About a month ago I gave a talk at software development conference and made a serious mistake when answering one of the follow-up questions. The question was: “what problems do you see with client-generated IDs?”.
To understand the entire context of this question and see my (wrong) answer, you can watch the full talk here. In short: I mentioned a post by Dan Lew where he discussed the challenges involved in managing two sets of identifiers and swapping between them (client-side identifiers and server-side identifiers). I stated that this is an intrinsic challenge of fully offline-capable applications, but one of the attendees disagreed and asked me to clarify my thoughts on this subject. And then I gave completely wrong answer.
Now, I don’t mind being wrong. In fact, I like being wrong because then I can learn something new. Usually it’s enough to just be open-minded and ready to admit that you were wrong, but, in this case, my mistake was captured on video and can potentially mislead others. Therefore, I’d like to go the extra-mile and try to compensate for that with this article.
So, in this post I’m going to go as deep as I can manage into the world of identifiers, unique identifiers and the trade-offs between client-generated and server-generated identifiers.
The Importance of Identifiers
The concept of identifier is probably one of the oldest and most important abstractions ever invented by humankind. This abstraction allows you to say “John is a great guy” and be understood, even if John isn’t around and you can’t point your finger at him. “John” is an identifier assigned to a specific person and you can use this identifier to praise John.
In software, identifiers are paramount. Even pointers, which on the first sight seem to be analogous to finger pointing, are identifiers. And it’s only logical because the prominence of identifiers pertains the entire technology stack, all the way down to hardware level where identifiers designate registers and memory locations.
Therefore, identifiers are at least as important in software as our names are in the real world.
The Importance of Unique Identifiers
The issues with identifiers is that they can be tricky to interpret.

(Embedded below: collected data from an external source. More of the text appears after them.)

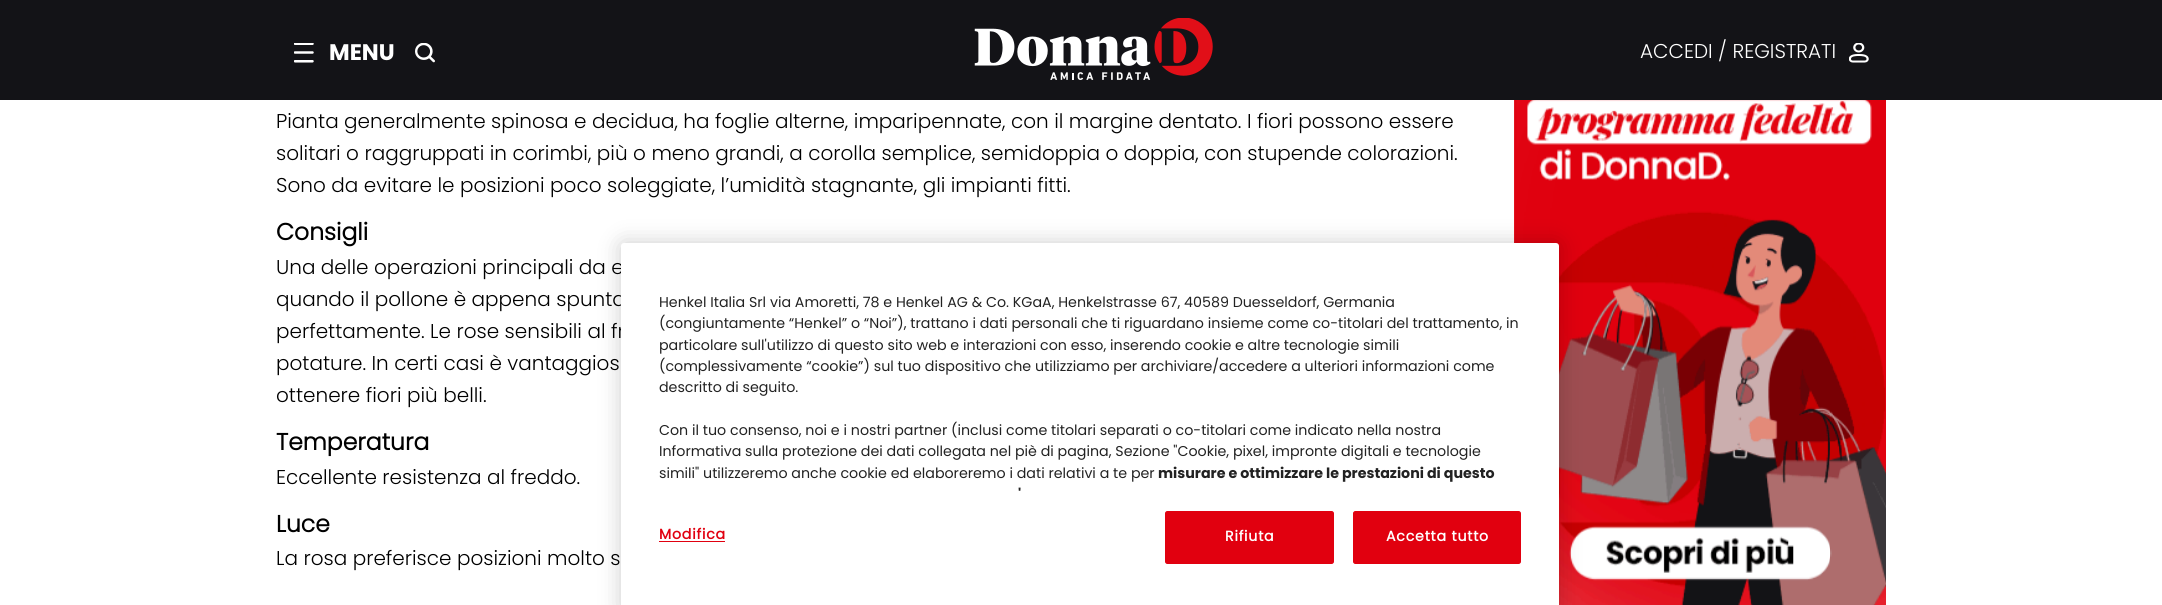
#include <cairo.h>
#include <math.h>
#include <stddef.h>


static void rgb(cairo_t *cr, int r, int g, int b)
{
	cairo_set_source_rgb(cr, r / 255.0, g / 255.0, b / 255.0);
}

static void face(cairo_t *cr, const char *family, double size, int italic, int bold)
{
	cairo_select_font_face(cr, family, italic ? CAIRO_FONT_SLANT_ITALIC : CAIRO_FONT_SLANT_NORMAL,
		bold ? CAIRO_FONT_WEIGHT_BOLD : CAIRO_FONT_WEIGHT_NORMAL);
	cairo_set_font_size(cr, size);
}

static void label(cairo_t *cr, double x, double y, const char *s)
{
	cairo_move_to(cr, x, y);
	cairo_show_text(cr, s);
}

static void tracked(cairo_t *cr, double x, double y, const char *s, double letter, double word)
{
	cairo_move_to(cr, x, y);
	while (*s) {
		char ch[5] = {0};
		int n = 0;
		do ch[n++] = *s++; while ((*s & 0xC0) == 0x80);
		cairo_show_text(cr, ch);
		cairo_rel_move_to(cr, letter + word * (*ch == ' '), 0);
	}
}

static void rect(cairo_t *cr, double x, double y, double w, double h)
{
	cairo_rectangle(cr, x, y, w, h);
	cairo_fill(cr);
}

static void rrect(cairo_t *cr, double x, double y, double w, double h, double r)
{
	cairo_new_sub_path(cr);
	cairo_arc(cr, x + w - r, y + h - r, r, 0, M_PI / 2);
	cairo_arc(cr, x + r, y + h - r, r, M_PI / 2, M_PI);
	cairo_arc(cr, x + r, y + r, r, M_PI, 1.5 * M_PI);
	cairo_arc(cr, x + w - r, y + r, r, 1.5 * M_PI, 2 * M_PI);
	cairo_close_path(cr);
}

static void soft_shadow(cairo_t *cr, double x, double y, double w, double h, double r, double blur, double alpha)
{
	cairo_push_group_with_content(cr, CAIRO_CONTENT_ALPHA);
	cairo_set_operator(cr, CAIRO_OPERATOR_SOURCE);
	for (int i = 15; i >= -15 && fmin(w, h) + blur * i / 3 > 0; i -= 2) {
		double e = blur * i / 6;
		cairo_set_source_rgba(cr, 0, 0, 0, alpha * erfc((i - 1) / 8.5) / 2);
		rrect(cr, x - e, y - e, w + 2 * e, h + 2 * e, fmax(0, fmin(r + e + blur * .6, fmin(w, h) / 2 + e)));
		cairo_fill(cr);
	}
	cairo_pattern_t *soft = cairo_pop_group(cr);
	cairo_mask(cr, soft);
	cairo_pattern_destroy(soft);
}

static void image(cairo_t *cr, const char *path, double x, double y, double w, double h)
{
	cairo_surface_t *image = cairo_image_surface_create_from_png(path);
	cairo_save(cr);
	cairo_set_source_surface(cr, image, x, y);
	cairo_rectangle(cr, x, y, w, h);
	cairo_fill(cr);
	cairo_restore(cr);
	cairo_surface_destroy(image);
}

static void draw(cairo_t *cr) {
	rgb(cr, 255, 255, 255);
	cairo_paint(cr);
	rgb(cr, 19, 19, 23);
	rect(cr, 0, 0, 2162, 100);
	image(cr, "image0.png", 294, 43, 20, 20);
	face(cr, "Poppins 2", 22.5, 0, 1);
	rgb(cr, 255, 255, 255);
	label(cr, 329, 60, "MENU");
	image(cr, "image1.png", 415, 43, 20, 20);
	image(cr, "image2.png", 974, 18, 239, 62);
	face(cr, "Poppins Light", 20, 0, 0);
	label(cr, 1640, 58, "ACCEDI / REGISTRATI");
	image(cr, "image3.png", 1849, 43, 20, 20);
	rgb(cr, 0, 0, 0);
	label(cr, 276, 128, "Pianta generalmente spinosa e decidua, ha foglie alterne, imparipennate, con il margine dentato. I fiori possono essere");
	label(cr, 276, 160, "solitari o raggruppati in corimbi, più o meno grandi, a corolla semplice, semidoppia o doppia, con stupende colorazioni.");
	label(cr, 276, 192, "Sono da evitare le posizioni poco soleggiate, l’umidità stagnante, gli impianti fitti.");
	face(cr, "Poppins", 23.5, 0, 1);
	label(cr, 276, 240, "Consigli");
	face(cr, "Poppins Light", 20, 0, 0);
	label(cr, 276, 274, "Una delle operazioni principali da e");
	label(cr, 276, 306, "quando il pollone è appena spunta");
	label(cr, 276, 338, "perfettamente. Le rose sensibili al fr");
	label(cr, 276, 370, "potature. In certi casi è vantaggios");
	label(cr, 276, 402, "ottenere fiori più belli.");
	face(cr, "Poppins", 23.5, 0, 1);
	label(cr, 276, 450, "Temperatura");
	face(cr, "Poppins Light", 20, 0, 0);
	label(cr, 276, 484, "Eccellente resistenza al freddo.");
	face(cr, "Poppins", 23.5, 0, 1);
	label(cr, 276, 532, "Luce");
	face(cr, "Poppins Light", 20, 0, 0);
	label(cr, 276, 565, "La rosa preferisce posizioni molto s");
	image(cr, "image4.png", 1514, 100, 372, 505);
	rgb(cr, 0, 0, 0);
	soft_shadow(cr, 621, 243, 938, 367, 3, 11, 0.2);
	rgb(cr, 255, 255, 255);
	rrect(cr, 621, 243, 938, 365, 3);
	cairo_fill(cr);
	face(cr, "Poppins", 14.23, 0, 0);
	rgb(cr, 34, 34, 34);
	label(cr, 659, 307, "Henkel Italia Srl via Amoretti, 78 e Henkel AG & Co. KGaA, Henkelstrasse 67, 40589 Duesseldorf, Germania");
	label(cr, 659, 328, "(congiuntamente “Henkel” o “Noi”), trattano i dati personali che ti riguardano insieme come co-titolari del trattamento, in");
	label(cr, 659, 350, "particolare sull'utilizzo di questo sito web e interazioni con esso, inserendo cookie e altre tecnologie simili");
	label(cr, 659, 371, "(complessivamente “cookie”) sul tuo dispositivo che utilizziamo per archiviare/accedere a ulteriori informazioni come");
	label(cr, 659, 392, "descritto di seguito.");
	label(cr, 659, 435, "Con il tuo consenso, noi e i nostri partner (inclusi come titolari separati o co-titolari come indicato nella nostra");
	label(cr, 659, 456, "Informativa sulla protezione dei dati collegata nel piè di pagina, Sezione \"Cookie, pixel, impronte digitali e tecnologie");
	label(cr, 659, 478, "simili\" utilizzeremo anche cookie ed elaboreremo i dati relativi a te per");
	face(cr, "Poppins 2", 14.23, 0, 1);
	label(cr, 1158, 478, "misurare e ottimizzare le prestazioni di questo");
	label(cr, 1018, 499, "'");
	face(cr, "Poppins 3", 14.23, 0, 1);
	rgb(cr, 225, 0, 15);
	tracked(cr, 659, 539, "Modifica", 0.75, 0);
	rect(cr, 659, 541, 66, 1);
	rrect(cr, 1165.5, 511.5, 168, 52, 2);
	cairo_fill_preserve(cr);
	cairo_set_line_width(cr, 1);
	cairo_stroke(cr);
	rgb(cr, 255, 255, 255);
	tracked(cr, 1225, 541, "Rifiuta", 0.75, 0);
	rgb(cr, 225, 0, 15);
	rrect(cr, 1353.5, 511.5, 167, 52, 2);
	cairo_fill_preserve(cr);
	cairo_stroke(cr);
	rgb(cr, 255, 255, 255);
	tracked(cr, 1386, 541, "Accetta tutto", 0.75, 0);
}

int main(void) {
	cairo_surface_t *surface = cairo_image_surface_create(CAIRO_FORMAT_RGB24, 2162, 605);
	cairo_t *cr = cairo_create(surface);
	cairo_font_options_t *options = cairo_font_options_create();
	cairo_font_options_set_hint_metrics(options, CAIRO_HINT_METRICS_OFF);
	cairo_font_options_set_hint_style(options, CAIRO_HINT_STYLE_NONE);
	cairo_set_font_options(cr, options);
	cairo_set_miter_limit(cr, 4);
	draw(cr);
	cairo_surface_write_to_png(surface, "render.png");
	cairo_font_options_destroy(options);
	cairo_destroy(cr);
	cairo_surface_destroy(surface);
	return 0;
}
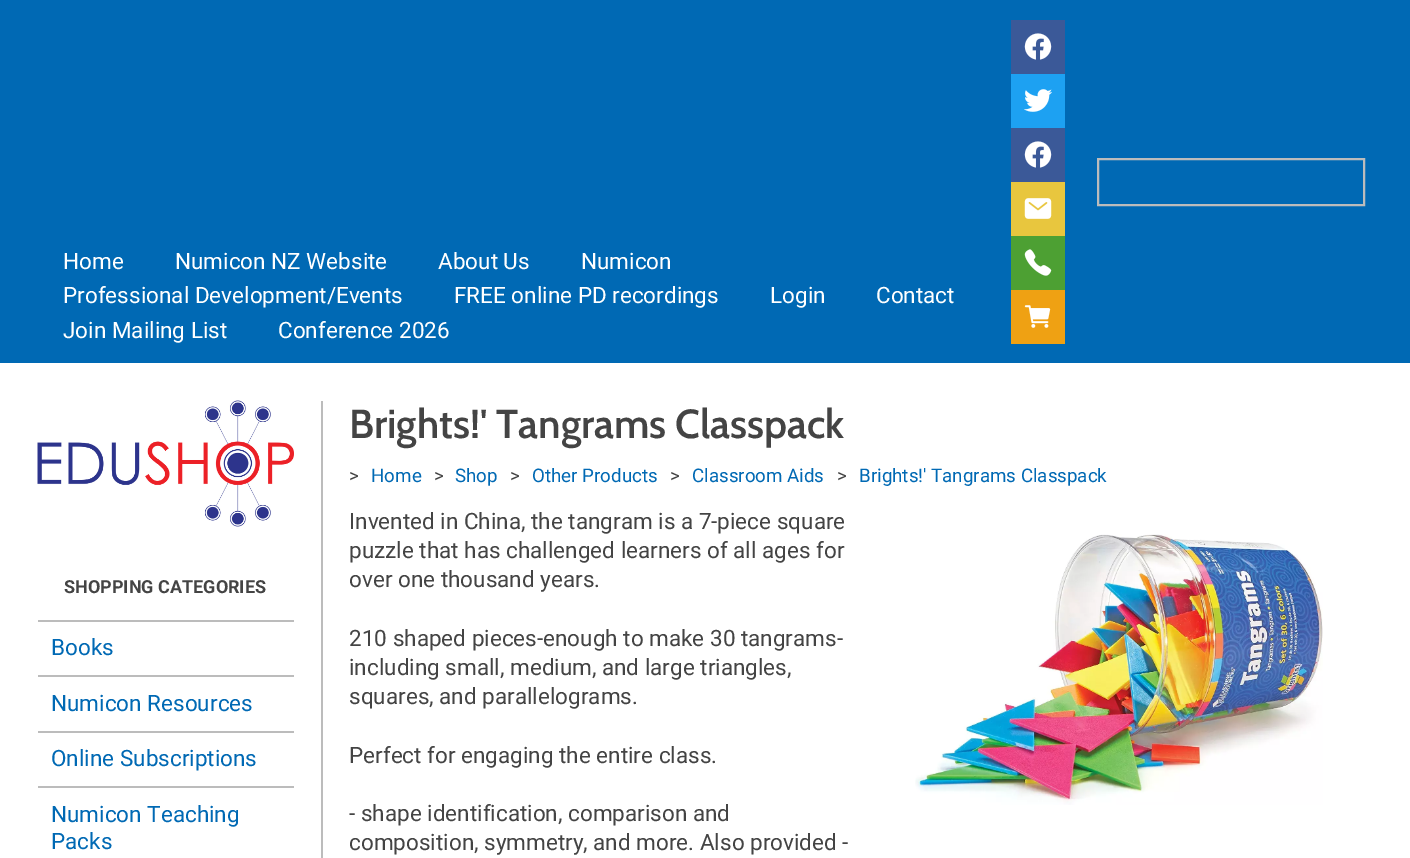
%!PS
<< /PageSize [1410 858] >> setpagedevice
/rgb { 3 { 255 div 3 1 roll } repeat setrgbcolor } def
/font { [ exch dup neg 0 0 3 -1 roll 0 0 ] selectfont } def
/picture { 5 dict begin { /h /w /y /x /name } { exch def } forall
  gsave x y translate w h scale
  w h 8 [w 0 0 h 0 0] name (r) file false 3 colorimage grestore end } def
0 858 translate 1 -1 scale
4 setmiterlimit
255 255 255 rgb
0 0 1410 858 rectfill
0 105 180 rgb
0 0 1410 363 rectfill
59 89 152 rgb
1011 20 54 54 rectfill
(img/1.rgb) 1024 33 28 27 picture
29 161 242 rgb
1011 74 54 54 rectfill
(img/2.rgb) 1024 89 28 23 picture
59 89 152 rgb
1011 128 54 54 rectfill
(img/1.rgb) 1024 141 28 27 picture
232 198 62 rgb
1011 182 54 54 rectfill
(img/3.rgb) 1024 198 28 21 picture
77 160 51 rgb
1011 236 54 54 rectfill
(img/4.rgb) 1024 249 28 27 picture
239 161 19 rgb
1011 290 54 54 rectfill
(img/5.rgb) 1024 305 27 23 picture
188 188 188 rgb
2 setlinewidth
1098 159 266 46 rectstroke
321 401 2 457 rectfill
(img/6.rgb) 37 400 257 127 picture
[
  [38 620 256 2 188 188 188]
  [38 675 256 2 188 188 188]
  [38 731 256 2 188 188 188]
  [38 786 256 2 188 188 188]
] { aload pop rgb rectfill } forall
(img/7.rgb) 915 534 408 271 picture
/Roboto-Regular 22.5 font
255 255 255 rgb
[
  [(Home) 63 269]
  [(Numicon NZ Website) 175 269]
  [(About Us) 438 269]
  [(Numicon) 581 269]
  [(Professional Development/Events) 63 303]
  [(FREE online PD recordings) 454 303]
  [(Login) 770 303]
  [(Contact) 876 303]
  [(Join Mailing List) 63 338]
  [(Conference 2026) 278 338]
] { aload pop moveto show } forall
/Roboto-Bold 18 font
68 68 68 rgb
64 593 moveto (SHOPPING CATEGORIES) show
/Roboto-Regular 22.5 font
0 105 180 rgb
[
  [(Books) 51 655]
  [(Numicon Resources) 51 711]
  [(Online Subscriptions) 51 766]
  [(Numicon Teaching) 51 822]
  [(Packs) 51 849]
] { aload pop moveto show } forall
/Cabin-SemiBold 40.5 font
68 68 68 rgb
349 438 moveto (Brights!' Tangrams Classpack) show
/Roboto-Regular 18.75 font
349 482 moveto (>) show
0 105 180 rgb
371 482 moveto (Home) show
68 68 68 rgb
434 482 moveto (>) show
0 105 180 rgb
455 482 moveto (Shop) show
68 68 68 rgb
510 482 moveto (>) show
0 105 180 rgb
532 482 moveto (Other Products) show
68 68 68 rgb
670 482 moveto (>) show
0 105 180 rgb
692 482 moveto (Classroom Aids) show
68 68 68 rgb
837 482 moveto (>) show
0 105 180 rgb
859 482 moveto (Brights!' Tangrams Classpack) show
/Roboto-Regular 22.5 font
68 68 68 rgb
[
  [(Invented in China, the tangram is a 7-piece square) 349 529]
  [(puzzle that has challenged learners of all ages for) 349 558]
  [(over one thousand years.) 349 587]
  [(210 shaped pieces-enough to make 30 tangrams-) 349 646]
  [(including small, medium, and large triangles,) 349 675]
  [(squares, and parallelograms.) 349 704]
  [(Perfect for engaging the entire class.) 349 763]
  [(- shape identification, comparison and) 349 821]
  [(composition, symmetry, and more. Also provided -) 349 850]
] { aload pop moveto show } forall
showpage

For example, there might be several John’s around and the person you talk to won’t understand to which one of them you refer when you say “John”. This might be not that important if you just want to praise John. However, this complication might become crucial if, for example, you want to accuse John of a crime. In the latter case, it’s important to make sure that all involved parties agree on the meaning of identifier “John”, or else serious harm can be done.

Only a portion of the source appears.